▸ **Exercise description**: Please reproduce the data in full, exactly as it stands.

------ Given records

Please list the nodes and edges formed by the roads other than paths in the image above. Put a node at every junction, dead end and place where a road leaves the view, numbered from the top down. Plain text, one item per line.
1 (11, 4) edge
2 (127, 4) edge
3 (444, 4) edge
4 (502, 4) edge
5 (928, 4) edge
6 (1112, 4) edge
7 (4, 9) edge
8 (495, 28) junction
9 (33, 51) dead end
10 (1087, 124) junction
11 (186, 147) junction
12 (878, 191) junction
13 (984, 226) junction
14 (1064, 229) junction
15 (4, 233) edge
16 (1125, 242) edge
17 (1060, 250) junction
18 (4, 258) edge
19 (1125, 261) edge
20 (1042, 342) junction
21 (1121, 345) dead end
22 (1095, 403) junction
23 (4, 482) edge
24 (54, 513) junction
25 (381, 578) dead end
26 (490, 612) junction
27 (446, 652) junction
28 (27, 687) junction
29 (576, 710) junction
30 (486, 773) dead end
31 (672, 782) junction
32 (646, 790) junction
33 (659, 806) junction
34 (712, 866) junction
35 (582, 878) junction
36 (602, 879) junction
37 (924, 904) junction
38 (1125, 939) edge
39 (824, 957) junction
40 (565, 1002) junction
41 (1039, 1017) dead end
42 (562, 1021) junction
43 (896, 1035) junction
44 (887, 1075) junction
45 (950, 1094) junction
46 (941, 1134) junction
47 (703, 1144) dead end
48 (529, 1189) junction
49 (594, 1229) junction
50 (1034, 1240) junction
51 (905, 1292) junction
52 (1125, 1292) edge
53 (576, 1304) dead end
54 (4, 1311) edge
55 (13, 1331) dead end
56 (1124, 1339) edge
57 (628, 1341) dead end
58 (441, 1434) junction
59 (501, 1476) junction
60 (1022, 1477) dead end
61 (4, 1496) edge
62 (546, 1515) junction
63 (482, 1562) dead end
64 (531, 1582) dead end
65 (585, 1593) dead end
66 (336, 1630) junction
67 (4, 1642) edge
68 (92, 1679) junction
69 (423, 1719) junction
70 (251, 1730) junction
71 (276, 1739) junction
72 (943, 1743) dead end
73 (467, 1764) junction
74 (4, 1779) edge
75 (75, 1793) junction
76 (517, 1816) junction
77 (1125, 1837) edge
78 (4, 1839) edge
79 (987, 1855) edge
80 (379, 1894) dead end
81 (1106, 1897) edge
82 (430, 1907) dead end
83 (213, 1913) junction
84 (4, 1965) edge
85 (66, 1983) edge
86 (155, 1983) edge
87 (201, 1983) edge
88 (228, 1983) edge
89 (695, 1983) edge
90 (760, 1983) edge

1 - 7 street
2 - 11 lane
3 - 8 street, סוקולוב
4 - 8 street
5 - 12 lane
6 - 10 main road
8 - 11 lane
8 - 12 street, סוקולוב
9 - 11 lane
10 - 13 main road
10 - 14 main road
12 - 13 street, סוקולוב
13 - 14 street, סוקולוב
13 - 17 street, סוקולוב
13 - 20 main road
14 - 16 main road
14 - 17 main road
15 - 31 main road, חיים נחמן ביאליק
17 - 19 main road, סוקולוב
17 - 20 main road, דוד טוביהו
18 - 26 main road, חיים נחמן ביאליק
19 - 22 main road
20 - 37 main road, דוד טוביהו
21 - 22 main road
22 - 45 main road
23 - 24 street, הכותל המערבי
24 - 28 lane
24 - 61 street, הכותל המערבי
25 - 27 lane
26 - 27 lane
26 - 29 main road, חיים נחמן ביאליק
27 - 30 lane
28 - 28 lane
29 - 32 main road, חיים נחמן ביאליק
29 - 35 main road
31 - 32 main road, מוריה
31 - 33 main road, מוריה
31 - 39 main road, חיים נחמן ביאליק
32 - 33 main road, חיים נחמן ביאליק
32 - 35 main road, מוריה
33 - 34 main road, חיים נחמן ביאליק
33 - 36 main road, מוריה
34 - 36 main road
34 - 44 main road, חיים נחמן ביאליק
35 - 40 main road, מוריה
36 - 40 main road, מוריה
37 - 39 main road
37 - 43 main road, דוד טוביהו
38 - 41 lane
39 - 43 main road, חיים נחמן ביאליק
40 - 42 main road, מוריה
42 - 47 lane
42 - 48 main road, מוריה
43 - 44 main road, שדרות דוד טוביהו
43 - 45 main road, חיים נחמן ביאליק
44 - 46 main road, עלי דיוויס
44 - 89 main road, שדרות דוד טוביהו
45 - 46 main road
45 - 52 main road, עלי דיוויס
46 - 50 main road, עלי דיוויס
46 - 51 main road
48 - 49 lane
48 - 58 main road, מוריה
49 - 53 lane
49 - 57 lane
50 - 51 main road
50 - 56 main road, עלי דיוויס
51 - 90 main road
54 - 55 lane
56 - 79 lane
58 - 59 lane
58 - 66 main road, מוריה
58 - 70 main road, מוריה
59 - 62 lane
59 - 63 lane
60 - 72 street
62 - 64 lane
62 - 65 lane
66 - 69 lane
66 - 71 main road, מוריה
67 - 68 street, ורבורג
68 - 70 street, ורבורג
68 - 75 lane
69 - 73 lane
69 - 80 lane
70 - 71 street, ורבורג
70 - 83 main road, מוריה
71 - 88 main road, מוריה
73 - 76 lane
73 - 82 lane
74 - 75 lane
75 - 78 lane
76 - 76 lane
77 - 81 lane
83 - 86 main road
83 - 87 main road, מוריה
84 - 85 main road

------------

▸ **Exercise result**:
Please list the nodes and edges formed by the roads other than paths in the image above. Put a node at every junction, dead end and place where a road leaves the view, numbered from the top down. Plain text, one item per line.
1 (11, 4) edge
2 (127, 4) edge
3 (444, 4) edge
4 (502, 4) edge
5 (928, 4) edge
6 (1112, 4) edge
7 (4, 9) edge
8 (495, 28) junction
9 (33, 51) dead end
10 (1087, 124) junction
11 (186, 147) junction
12 (878, 191) junction
13 (984, 226) junction
14 (1064, 229) junction
15 (4, 233) edge
16 (1125, 242) edge
17 (1060, 250) junction
18 (4, 258) edge
19 (1125, 261) edge
20 (1042, 342) junction
21 (1121, 345) dead end
22 (1095, 403) junction
23 (4, 482) edge
24 (54, 513) junction
25 (381, 578) dead end
26 (490, 612) junction
27 (446, 652) junction
28 (27, 687) junction
29 (576, 710) junction
30 (486, 773) dead end
31 (672, 782) junction
32 (646, 790) junction
33 (659, 806) junction
34 (712, 866) junction
35 (582, 878) junction
36 (602, 879) junction
37 (924, 904) junction
38 (1125, 939) edge
39 (824, 957) junction
40 (565, 1002) junction
41 (1039, 1017) dead end
42 (562, 1021) junction
43 (896, 1035) junction
44 (887, 1075) junction
45 (950, 1094) junction
46 (941, 1134) junction
47 (703, 1144) dead end
48 (529, 1189) junction
49 (594, 1229) junction
50 (1034, 1240) junction
51 (905, 1292) junction
52 (1125, 1292) edge
53 (576, 1304) dead end
54 (4, 1311) edge
55 (13, 1331) dead end
56 (1124, 1339) edge
57 (628, 1341) dead end
58 (441, 1434) junction
59 (501, 1476) junction
60 (1022, 1477) dead end
61 (4, 1496) edge
62 (546, 1515) junction
63 (482, 1562) dead end
64 (531, 1582) dead end
65 (585, 1593) dead end
66 (336, 1630) junction
67 (4, 1642) edge
68 (92, 1679) junction
69 (423, 1719) junction
70 (251, 1730) junction
71 (276, 1739) junction
72 (943, 1743) dead end
73 (467, 1764) junction
74 (4, 1779) edge
75 (75, 1793) junction
76 (517, 1816) junction
77 (1125, 1837) edge
78 (4, 1839) edge
79 (987, 1855) edge
80 (379, 1894) dead end
81 (1106, 1897) edge
82 (430, 1907) dead end
83 (213, 1913) junction
84 (4, 1965) edge
85 (66, 1983) edge
86 (155, 1983) edge
87 (201, 1983) edge
88 (228, 1983) edge
89 (695, 1983) edge
90 (760, 1983) edge

1 - 7 street
2 - 11 lane
3 - 8 street, סוקולוב
4 - 8 street
5 - 12 lane
6 - 10 main road
8 - 11 lane
8 - 12 street, סוקולוב
9 - 11 lane
10 - 13 main road
10 - 14 main road
12 - 13 street, סוקולוב
13 - 14 street, סוקולוב
13 - 17 street, סוקולוב
13 - 20 main road
14 - 16 main road
14 - 17 main road
15 - 31 main road, חיים נחמן ביאליק
17 - 19 main road, סוקולוב
17 - 20 main road, דוד טוביהו
18 - 26 main road, חיים נחמן ביאליק
19 - 22 main road
20 - 37 main road, דוד טוביהו
21 - 22 main road
22 - 45 main road
23 - 24 street, הכותל המערבי
24 - 28 lane
24 - 61 street, הכותל המערבי
25 - 27 lane
26 - 27 lane
26 - 29 main road, חיים נחמן ביאליק
27 - 30 lane
28 - 28 lane
29 - 32 main road, חיים נחמן ביאליק
29 - 35 main road
31 - 32 main road, מוריה
31 - 33 main road, מוריה
31 - 39 main road, חיים נחמן ביאליק
32 - 33 main road, חיים נחמן ביאליק
32 - 35 main road, מוריה
33 - 34 main road, חיים נחמן ביאליק
33 - 36 main road, מוריה
34 - 36 main road
34 - 44 main road, חיים נחמן ביאליק
35 - 40 main road, מוריה
36 - 40 main road, מוריה
37 - 39 main road
37 - 43 main road, דוד טוביהו
38 - 41 lane
39 - 43 main road, חיים נחמן ביאליק
40 - 42 main road, מוריה
42 - 47 lane
42 - 48 main road, מוריה
43 - 44 main road, שדרות דוד טוביהו
43 - 45 main road, חיים נחמן ביאליק
44 - 46 main road, עלי דיוויס
44 - 89 main road, שדרות דוד טוביהו
45 - 46 main road
45 - 52 main road, עלי דיוויס
46 - 50 main road, עלי דיוויס
46 - 51 main road
48 - 49 lane
48 - 58 main road, מוריה
49 - 53 lane
49 - 57 lane
50 - 51 main road
50 - 56 main road, עלי דיוויס
51 - 90 main road
54 - 55 lane
56 - 79 lane
58 - 59 lane
58 - 66 main road, מוריה
58 - 70 main road, מוריה
59 - 62 lane
59 - 63 lane
60 - 72 street
62 - 64 lane
62 - 65 lane
66 - 69 lane
66 - 71 main road, מוריה
67 - 68 street, ורבורג
68 - 70 street, ורבורג
68 - 75 lane
69 - 73 lane
69 - 80 lane
70 - 71 street, ורבורג
70 - 83 main road, מוריה
71 - 88 main road, מוריה
73 - 76 lane
73 - 82 lane
74 - 75 lane
75 - 78 lane
76 - 76 lane
77 - 81 lane
83 - 86 main road
83 - 87 main road, מוריה
84 - 85 main road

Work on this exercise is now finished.